PROMPT |
What is needed here is a faithful repeat of every entry, with no character changed.

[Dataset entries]
····················

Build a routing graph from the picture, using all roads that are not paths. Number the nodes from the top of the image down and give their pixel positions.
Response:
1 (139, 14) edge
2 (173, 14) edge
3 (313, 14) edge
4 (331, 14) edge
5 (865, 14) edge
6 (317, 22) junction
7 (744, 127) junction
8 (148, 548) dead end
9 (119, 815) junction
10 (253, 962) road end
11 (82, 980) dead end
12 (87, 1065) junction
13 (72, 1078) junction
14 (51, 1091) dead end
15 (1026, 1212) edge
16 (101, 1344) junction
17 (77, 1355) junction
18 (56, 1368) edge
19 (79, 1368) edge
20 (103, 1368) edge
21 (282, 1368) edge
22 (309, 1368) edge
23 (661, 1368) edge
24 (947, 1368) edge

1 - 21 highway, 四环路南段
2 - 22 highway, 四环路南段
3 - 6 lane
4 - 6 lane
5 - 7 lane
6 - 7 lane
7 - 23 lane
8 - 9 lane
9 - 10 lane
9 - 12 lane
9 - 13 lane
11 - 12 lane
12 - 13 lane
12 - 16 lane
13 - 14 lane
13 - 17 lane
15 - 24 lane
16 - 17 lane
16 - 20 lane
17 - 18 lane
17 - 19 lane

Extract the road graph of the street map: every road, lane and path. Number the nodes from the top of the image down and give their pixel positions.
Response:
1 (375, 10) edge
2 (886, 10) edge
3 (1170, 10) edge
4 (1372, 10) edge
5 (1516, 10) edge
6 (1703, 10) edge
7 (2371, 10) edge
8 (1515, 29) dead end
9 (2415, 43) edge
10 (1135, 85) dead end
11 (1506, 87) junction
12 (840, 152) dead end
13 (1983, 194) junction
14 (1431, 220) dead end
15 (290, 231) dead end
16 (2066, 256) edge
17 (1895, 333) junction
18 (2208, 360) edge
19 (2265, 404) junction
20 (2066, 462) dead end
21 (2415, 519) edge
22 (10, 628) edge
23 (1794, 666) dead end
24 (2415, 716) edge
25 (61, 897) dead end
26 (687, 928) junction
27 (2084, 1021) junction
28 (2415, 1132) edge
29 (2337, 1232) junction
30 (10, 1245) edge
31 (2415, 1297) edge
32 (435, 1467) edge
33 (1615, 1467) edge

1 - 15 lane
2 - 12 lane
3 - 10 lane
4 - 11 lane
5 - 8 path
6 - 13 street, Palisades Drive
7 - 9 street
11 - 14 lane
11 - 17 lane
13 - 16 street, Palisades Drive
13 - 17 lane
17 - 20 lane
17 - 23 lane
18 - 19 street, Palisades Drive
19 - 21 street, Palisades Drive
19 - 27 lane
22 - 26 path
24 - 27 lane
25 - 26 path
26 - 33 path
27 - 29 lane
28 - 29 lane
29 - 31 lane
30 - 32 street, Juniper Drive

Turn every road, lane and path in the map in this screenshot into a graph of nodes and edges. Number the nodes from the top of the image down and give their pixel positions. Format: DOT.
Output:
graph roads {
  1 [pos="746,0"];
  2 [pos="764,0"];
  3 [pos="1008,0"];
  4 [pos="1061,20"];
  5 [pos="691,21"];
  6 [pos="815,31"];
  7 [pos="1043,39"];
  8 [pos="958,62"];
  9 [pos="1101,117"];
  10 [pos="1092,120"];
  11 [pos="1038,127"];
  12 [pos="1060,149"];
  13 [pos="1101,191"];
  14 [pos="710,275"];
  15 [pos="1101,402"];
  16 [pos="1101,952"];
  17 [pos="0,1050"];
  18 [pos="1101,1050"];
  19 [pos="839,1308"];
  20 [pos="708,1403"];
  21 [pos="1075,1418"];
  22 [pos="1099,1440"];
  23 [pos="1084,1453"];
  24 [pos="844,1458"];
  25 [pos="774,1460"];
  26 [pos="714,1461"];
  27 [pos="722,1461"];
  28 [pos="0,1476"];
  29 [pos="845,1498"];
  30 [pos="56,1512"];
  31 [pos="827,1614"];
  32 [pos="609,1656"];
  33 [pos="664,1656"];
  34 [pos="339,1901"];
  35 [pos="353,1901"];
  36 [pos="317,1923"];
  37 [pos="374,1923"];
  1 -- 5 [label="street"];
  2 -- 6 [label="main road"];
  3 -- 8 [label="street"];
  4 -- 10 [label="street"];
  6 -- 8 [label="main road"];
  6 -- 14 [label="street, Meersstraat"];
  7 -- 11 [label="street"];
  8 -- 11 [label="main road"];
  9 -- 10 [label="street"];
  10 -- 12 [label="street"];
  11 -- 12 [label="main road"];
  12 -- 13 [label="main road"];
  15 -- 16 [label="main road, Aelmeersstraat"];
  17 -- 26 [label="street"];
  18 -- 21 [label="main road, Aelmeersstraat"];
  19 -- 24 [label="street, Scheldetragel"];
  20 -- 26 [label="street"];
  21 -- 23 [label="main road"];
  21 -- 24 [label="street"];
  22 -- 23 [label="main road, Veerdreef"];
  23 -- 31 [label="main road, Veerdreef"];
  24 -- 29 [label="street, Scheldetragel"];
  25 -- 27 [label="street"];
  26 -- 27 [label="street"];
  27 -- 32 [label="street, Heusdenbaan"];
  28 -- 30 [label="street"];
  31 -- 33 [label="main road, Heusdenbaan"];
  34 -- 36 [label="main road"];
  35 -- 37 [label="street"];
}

····················

RESULT |
Build a routing graph from the picture, using all roads that are not paths. Number the nodes from the top of the image down and give their pixel positions.
Response:
1 (139, 14) edge
2 (173, 14) edge
3 (313, 14) edge
4 (331, 14) edge
5 (865, 14) edge
6 (317, 22) junction
7 (744, 127) junction
8 (148, 548) dead end
9 (119, 815) junction
10 (253, 962) road end
11 (82, 980) dead end
12 (87, 1065) junction
13 (72, 1078) junction
14 (51, 1091) dead end
15 (1026, 1212) edge
16 (101, 1344) junction
17 (77, 1355) junction
18 (56, 1368) edge
19 (79, 1368) edge
20 (103, 1368) edge
21 (282, 1368) edge
22 (309, 1368) edge
23 (661, 1368) edge
24 (947, 1368) edge

1 - 21 highway, 四环路南段
2 - 22 highway, 四环路南段
3 - 6 lane
4 - 6 lane
5 - 7 lane
6 - 7 lane
7 - 23 lane
8 - 9 lane
9 - 10 lane
9 - 12 lane
9 - 13 lane
11 - 12 lane
12 - 13 lane
12 - 16 lane
13 - 14 lane
13 - 17 lane
15 - 24 lane
16 - 17 lane
16 - 20 lane
17 - 18 lane
17 - 19 lane

Extract the road graph of the street map: every road, lane and path. Number the nodes from the top of the image down and give their pixel positions.
Response:
1 (375, 10) edge
2 (886, 10) edge
3 (1170, 10) edge
4 (1372, 10) edge
5 (1516, 10) edge
6 (1703, 10) edge
7 (2371, 10) edge
8 (1515, 29) dead end
9 (2415, 43) edge
10 (1135, 85) dead end
11 (1506, 87) junction
12 (840, 152) dead end
13 (1983, 194) junction
14 (1431, 220) dead end
15 (290, 231) dead end
16 (2066, 256) edge
17 (1895, 333) junction
18 (2208, 360) edge
19 (2265, 404) junction
20 (2066, 462) dead end
21 (2415, 519) edge
22 (10, 628) edge
23 (1794, 666) dead end
24 (2415, 716) edge
25 (61, 897) dead end
26 (687, 928) junction
27 (2084, 1021) junction
28 (2415, 1132) edge
29 (2337, 1232) junction
30 (10, 1245) edge
31 (2415, 1297) edge
32 (435, 1467) edge
33 (1615, 1467) edge

1 - 15 lane
2 - 12 lane
3 - 10 lane
4 - 11 lane
5 - 8 path
6 - 13 street, Palisades Drive
7 - 9 street
11 - 14 lane
11 - 17 lane
13 - 16 street, Palisades Drive
13 - 17 lane
17 - 20 lane
17 - 23 lane
18 - 19 street, Palisades Drive
19 - 21 street, Palisades Drive
19 - 27 lane
22 - 26 path
24 - 27 lane
25 - 26 path
26 - 33 path
27 - 29 lane
28 - 29 lane
29 - 31 lane
30 - 32 street, Juniper Drive

Turn every road, lane and path in the map in this screenshot into a graph of nodes and edges. Number the nodes from the top of the image down and give their pixel positions. Format: DOT.
Output:
graph roads {
  1 [pos="746,0"];
  2 [pos="764,0"];
  3 [pos="1008,0"];
  4 [pos="1061,20"];
  5 [pos="691,21"];
  6 [pos="815,31"];
  7 [pos="1043,39"];
  8 [pos="958,62"];
  9 [pos="1101,117"];
  10 [pos="1092,120"];
  11 [pos="1038,127"];
  12 [pos="1060,149"];
  13 [pos="1101,191"];
  14 [pos="710,275"];
  15 [pos="1101,402"];
  16 [pos="1101,952"];
  17 [pos="0,1050"];
  18 [pos="1101,1050"];
  19 [pos="839,1308"];
  20 [pos="708,1403"];
  21 [pos="1075,1418"];
  22 [pos="1099,1440"];
  23 [pos="1084,1453"];
  24 [pos="844,1458"];
  25 [pos="774,1460"];
  26 [pos="714,1461"];
  27 [pos="722,1461"];
  28 [pos="0,1476"];
  29 [pos="845,1498"];
  30 [pos="56,1512"];
  31 [pos="827,1614"];
  32 [pos="609,1656"];
  33 [pos="664,1656"];
  34 [pos="339,1901"];
  35 [pos="353,1901"];
  36 [pos="317,1923"];
  37 [pos="374,1923"];
  1 -- 5 [label="street"];
  2 -- 6 [label="main road"];
  3 -- 8 [label="street"];
  4 -- 10 [label="street"];
  6 -- 8 [label="main road"];
  6 -- 14 [label="street, Meersstraat"];
  7 -- 11 [label="street"];
  8 -- 11 [label="main road"];
  9 -- 10 [label="street"];
  10 -- 12 [label="street"];
  11 -- 12 [label="main road"];
  12 -- 13 [label="main road"];
  15 -- 16 [label="main road, Aelmeersstraat"];
  17 -- 26 [label="street"];
  18 -- 21 [label="main road, Aelmeersstraat"];
  19 -- 24 [label="street, Scheldetragel"];
  20 -- 26 [label="street"];
  21 -- 23 [label="main road"];
  21 -- 24 [label="street"];
  22 -- 23 [label="main road, Veerdreef"];
  23 -- 31 [label="main road, Veerdreef"];
  24 -- 29 [label="street, Scheldetragel"];
  25 -- 27 [label="street"];
  26 -- 27 [label="street"];
  27 -- 32 [label="street, Heusdenbaan"];
  28 -- 30 [label="street"];
  31 -- 33 [label="main road, Heusdenbaan"];
  34 -- 36 [label="main road"];
  35 -- 37 [label="street"];
}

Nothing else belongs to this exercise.